When the interview started, I really expected to find my spiritual hackles raised and my intellectual defenses battered. By the end, however, I felt like I just wanted to play an Apologetic Buzz Lightyear to his Atheist Sheriff Woody in that scene under the car in the original Toy Story.

Remember that line? "You are a sad, strange little man. You have my pity. Farewell."

Apparently this guy is one of the greatest philosophical minds of our time or some such accolade; but really, the whole thing just seemed so confused and pompous and spiteful that it was hard to take it seriously. Towards the end, the interviewer asked him what in his own view, lacking religious faith and all, it meant to live a good life. I don't doubt his tongue was buried in his cheek as he answered, but even then, the vision he offered was so sterile that you could almost hear the wind whistling through its desert hoo-doos as he spoke: irony, laughing at the misfortunes of others, literature, winning arguments with stupid people and forcing them to concede you're right, and passing on your genes through procreation.

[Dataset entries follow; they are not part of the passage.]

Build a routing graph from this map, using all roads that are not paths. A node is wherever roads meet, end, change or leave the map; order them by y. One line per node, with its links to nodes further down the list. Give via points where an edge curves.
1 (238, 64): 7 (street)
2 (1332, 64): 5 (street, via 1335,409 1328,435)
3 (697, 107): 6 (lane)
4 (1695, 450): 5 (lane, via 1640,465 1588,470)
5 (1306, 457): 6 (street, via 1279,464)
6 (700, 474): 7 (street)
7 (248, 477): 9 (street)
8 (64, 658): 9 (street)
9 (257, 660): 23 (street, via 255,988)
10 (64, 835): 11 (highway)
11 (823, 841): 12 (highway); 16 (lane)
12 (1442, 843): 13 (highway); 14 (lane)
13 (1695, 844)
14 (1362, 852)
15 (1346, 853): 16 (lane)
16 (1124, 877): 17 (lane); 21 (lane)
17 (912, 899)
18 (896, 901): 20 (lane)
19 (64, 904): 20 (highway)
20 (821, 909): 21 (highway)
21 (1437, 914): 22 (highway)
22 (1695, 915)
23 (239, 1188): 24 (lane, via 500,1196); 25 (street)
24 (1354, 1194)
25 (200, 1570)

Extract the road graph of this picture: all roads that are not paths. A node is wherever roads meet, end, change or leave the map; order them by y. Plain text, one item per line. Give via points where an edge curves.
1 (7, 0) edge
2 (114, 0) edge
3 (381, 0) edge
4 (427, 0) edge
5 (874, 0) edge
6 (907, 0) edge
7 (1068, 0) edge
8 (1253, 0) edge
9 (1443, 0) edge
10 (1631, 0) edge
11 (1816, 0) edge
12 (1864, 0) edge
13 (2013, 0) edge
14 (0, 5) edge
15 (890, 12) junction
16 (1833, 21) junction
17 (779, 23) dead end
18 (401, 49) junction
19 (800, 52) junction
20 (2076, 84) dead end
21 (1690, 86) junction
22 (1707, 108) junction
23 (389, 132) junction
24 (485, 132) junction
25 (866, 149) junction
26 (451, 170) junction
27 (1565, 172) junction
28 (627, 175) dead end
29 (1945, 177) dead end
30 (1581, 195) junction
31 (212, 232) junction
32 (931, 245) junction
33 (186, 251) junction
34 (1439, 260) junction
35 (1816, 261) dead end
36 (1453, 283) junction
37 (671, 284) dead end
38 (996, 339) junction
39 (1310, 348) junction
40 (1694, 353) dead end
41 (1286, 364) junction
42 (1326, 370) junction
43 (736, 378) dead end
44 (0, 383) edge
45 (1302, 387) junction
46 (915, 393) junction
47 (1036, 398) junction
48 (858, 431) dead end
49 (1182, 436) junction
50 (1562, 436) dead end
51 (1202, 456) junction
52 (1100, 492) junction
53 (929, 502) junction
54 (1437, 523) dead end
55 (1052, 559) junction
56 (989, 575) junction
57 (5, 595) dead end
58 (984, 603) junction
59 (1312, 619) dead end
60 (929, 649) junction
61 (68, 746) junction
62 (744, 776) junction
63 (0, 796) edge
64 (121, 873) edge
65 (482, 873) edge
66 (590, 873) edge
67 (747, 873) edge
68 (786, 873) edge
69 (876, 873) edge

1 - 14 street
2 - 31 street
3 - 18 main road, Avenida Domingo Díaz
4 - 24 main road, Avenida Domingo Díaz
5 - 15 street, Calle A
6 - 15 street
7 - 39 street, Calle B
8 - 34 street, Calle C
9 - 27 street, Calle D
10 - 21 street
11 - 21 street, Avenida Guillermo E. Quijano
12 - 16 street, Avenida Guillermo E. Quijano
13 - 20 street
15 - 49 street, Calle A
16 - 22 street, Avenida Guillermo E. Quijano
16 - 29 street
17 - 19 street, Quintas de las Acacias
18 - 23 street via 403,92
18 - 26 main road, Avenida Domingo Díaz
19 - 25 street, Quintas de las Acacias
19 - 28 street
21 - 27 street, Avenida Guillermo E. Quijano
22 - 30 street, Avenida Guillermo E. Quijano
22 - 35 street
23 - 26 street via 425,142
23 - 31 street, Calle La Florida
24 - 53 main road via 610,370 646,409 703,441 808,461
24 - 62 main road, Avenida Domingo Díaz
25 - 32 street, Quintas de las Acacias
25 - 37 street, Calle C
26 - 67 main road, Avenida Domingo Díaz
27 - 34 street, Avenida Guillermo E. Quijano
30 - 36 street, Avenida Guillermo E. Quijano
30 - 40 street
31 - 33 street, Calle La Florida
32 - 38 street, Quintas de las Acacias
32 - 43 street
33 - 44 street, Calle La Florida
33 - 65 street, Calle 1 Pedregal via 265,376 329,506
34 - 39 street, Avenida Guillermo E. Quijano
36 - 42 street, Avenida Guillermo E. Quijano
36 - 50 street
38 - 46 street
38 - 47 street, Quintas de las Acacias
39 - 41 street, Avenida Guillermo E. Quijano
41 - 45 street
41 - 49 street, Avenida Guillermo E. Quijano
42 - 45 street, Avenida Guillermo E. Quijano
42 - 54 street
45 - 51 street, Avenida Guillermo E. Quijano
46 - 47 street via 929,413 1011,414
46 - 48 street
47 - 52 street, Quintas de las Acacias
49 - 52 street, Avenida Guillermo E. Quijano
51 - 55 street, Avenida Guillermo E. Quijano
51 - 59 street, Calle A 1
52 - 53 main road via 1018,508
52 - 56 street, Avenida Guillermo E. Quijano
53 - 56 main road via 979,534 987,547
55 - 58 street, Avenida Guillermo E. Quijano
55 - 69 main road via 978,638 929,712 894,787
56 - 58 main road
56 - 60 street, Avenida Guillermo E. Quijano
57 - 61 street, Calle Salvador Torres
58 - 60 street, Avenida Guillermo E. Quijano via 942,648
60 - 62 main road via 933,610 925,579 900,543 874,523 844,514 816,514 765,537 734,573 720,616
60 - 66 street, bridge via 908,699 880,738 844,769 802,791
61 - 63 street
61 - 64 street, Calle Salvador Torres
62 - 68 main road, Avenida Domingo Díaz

Seriously. Those were his five pillars of wisdom.

But at one point he said that the lynch pin of his argument-- the question that no one has been able to answer in any of his debates-- the question that deep-sixes faith every time, is this: what's one moral thing that faith "makes" people do that they would never do without faith? (He said that there were none, but there's all sorts of bad stuff religious people do that non-religious people would never do. And when the interviewer tried to name some good things religious people have done, he dismissed them all: Mother Theresa didn't do that because she was religious, she did it because she was Mother Theresa. It seemed to me like he wasn't playing fair: when a religious person does something bad, you say it's because they're religious, but when they do something good, you won't let them attribute it at all to their religion...)

And I'm still trying to figure out why this question is such a big deal for the anti-theist argument, anyways. At best all it can prove is that religious faith is morally unnecessary; it doesn't prove it's untrue. But it's not the first time I've heard it. A friend of mine just moderated a long blog conversation along the same lines (you can read it here if you're interested). There the specific question was: "What is Jesus doing within the church that isn't happening elsewhere in society?"

And when I hear these kind of questions, the answer is so obvious that it stands out like a "Preach it Brother!" in a Presbyterian Church. The one moral thing that a person of faith does that a person would/could never do without faith is: worship God.

What Jesus is doing in the church that isn't happening anywhere else in society is: receiving our worship in Spirit and Truth and offering it on our behalf to the Father.

Of course, I don't expect an anti-theist to acknowledge worship as a moral act anyways, so here we may have to part ways. But it is a moral act. For the Christian, I think, worship--worship defined biblically mind you, not "Vineyard-ically" -- genuine worship is the most profound of moral acts. It's that act of the will and the heart and the body in which we find ourselves rightly aligned with the Creator and genuine participators in his creative shalom in the world.

It's the moral act that only Jesus makes possible; and it's the moral act that no anti-theist could ever commit.

1 comments:

Nathan said...

Wow; thanks so much for this reflection, Dale. In fact I wonder if we could go so far as to say that worship is where all fully moral action begins too. I'm thinking of Romans 1.

Thanks for reminding me of my creaturely obligation to worship.